§ **Problem to solve**:
If a line below contains the string "place", return that line.

§ **Material supplied**:
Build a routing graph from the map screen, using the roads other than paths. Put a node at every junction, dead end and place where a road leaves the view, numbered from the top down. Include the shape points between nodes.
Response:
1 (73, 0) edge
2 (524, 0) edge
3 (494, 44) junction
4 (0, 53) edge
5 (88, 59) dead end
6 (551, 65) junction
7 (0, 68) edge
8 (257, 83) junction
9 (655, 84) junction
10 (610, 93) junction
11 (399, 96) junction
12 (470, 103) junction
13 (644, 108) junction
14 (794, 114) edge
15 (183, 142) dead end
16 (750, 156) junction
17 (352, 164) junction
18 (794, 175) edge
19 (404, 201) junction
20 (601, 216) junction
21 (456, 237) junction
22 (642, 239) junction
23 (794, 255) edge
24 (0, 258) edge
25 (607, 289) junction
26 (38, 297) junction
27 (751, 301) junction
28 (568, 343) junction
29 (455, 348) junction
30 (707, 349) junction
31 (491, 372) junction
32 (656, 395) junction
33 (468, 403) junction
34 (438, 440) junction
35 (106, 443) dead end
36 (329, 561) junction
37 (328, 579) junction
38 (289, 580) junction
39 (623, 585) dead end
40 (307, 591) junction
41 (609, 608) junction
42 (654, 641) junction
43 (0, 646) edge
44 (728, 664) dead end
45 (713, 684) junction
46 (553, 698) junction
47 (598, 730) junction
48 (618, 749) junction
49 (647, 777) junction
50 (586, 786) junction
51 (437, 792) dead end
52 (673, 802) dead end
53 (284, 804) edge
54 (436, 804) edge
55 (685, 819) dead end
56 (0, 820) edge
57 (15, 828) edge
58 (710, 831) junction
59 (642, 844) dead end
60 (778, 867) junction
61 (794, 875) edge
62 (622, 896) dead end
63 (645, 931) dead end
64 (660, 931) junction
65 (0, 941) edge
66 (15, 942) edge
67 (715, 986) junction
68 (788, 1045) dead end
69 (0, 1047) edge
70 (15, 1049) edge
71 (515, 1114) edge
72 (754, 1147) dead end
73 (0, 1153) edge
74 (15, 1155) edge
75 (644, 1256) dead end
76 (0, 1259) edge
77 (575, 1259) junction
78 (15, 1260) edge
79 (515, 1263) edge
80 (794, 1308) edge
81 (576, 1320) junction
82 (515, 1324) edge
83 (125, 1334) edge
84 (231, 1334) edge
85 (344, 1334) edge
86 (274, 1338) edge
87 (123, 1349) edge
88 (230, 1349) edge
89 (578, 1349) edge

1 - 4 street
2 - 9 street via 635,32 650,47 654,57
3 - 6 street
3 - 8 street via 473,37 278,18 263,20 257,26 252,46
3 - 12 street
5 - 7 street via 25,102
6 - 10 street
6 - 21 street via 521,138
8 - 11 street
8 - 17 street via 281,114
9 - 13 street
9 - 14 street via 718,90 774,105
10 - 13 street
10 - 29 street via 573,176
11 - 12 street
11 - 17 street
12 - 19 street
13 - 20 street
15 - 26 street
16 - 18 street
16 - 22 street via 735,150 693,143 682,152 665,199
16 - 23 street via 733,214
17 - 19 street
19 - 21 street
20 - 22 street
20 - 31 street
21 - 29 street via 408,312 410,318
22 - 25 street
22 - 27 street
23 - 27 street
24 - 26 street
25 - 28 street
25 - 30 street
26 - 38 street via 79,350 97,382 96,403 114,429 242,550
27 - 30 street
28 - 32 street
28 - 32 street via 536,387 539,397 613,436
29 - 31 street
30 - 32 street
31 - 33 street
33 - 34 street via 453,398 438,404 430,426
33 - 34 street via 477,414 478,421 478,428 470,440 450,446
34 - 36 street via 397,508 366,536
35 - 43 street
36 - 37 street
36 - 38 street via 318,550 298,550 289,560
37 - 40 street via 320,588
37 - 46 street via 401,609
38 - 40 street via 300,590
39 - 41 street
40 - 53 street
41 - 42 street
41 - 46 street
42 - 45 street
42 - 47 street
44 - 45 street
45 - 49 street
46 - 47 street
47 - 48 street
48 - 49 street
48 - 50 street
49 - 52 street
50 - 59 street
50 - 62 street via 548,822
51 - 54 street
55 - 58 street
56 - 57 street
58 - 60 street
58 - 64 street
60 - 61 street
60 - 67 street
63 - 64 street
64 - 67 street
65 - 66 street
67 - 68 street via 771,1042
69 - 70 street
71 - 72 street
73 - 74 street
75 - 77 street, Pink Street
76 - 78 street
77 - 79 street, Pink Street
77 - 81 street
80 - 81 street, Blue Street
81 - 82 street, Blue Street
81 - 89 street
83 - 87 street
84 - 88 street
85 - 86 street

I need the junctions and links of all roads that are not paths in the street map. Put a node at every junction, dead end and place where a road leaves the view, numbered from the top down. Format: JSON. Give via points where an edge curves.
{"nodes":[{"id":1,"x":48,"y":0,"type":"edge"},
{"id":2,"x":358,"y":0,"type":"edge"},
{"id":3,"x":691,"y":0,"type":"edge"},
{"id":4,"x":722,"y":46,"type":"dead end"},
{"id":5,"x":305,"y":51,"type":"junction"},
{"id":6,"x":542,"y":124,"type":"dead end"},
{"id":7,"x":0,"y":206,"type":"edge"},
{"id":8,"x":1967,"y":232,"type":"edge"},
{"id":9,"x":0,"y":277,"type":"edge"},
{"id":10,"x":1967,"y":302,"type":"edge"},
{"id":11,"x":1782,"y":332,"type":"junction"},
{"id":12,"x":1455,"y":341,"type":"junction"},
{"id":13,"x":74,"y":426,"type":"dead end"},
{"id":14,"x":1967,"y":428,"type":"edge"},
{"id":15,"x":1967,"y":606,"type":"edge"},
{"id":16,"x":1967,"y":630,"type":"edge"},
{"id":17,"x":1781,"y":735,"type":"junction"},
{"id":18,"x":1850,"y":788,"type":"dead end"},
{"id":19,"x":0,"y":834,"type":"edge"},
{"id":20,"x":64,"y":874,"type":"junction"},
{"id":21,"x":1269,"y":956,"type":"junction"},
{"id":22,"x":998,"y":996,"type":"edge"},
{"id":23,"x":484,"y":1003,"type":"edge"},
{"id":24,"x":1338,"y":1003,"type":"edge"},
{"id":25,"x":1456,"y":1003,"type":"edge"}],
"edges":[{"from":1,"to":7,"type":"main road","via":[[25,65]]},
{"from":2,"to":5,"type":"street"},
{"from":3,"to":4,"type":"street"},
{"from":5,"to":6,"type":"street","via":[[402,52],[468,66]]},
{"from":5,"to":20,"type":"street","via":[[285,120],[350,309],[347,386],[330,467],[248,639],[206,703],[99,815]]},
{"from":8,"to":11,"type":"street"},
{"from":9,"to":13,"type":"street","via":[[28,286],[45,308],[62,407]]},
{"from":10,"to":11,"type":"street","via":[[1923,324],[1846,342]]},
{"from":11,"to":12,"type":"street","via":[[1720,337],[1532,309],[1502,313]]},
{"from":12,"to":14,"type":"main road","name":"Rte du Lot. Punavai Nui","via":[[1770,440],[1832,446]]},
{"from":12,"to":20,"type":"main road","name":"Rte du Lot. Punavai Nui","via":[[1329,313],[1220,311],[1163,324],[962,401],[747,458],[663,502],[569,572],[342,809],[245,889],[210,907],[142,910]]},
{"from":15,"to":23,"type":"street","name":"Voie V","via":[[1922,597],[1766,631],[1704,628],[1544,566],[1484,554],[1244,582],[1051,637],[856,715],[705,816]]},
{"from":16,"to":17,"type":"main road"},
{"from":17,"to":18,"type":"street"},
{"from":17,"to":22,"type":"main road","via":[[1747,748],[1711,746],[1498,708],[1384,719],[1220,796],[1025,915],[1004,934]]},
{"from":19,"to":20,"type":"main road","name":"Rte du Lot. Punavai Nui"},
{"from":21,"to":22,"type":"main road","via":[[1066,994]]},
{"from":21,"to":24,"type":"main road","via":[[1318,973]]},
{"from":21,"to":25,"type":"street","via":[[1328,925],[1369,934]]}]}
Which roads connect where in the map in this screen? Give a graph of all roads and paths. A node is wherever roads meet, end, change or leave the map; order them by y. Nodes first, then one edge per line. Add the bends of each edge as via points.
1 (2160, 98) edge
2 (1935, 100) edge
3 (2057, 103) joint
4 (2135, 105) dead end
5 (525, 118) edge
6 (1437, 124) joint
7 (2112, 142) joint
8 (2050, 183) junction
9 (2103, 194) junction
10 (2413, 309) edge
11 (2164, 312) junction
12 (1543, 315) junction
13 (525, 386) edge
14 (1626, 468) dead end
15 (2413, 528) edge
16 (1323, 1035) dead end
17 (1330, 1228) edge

§ **Response below**:
Build a routing graph from the map screen, using the roads other than paths. Put a node at every junction, dead end and place where a road leaves the view, numbered from the top down. Include the shape points between nodes.
I need the junctions and links of all roads that are not paths in the street map. Put a node at every junction, dead end and place where a road leaves the view, numbered from the top down. Format: JSON. Give via points where an edge curves.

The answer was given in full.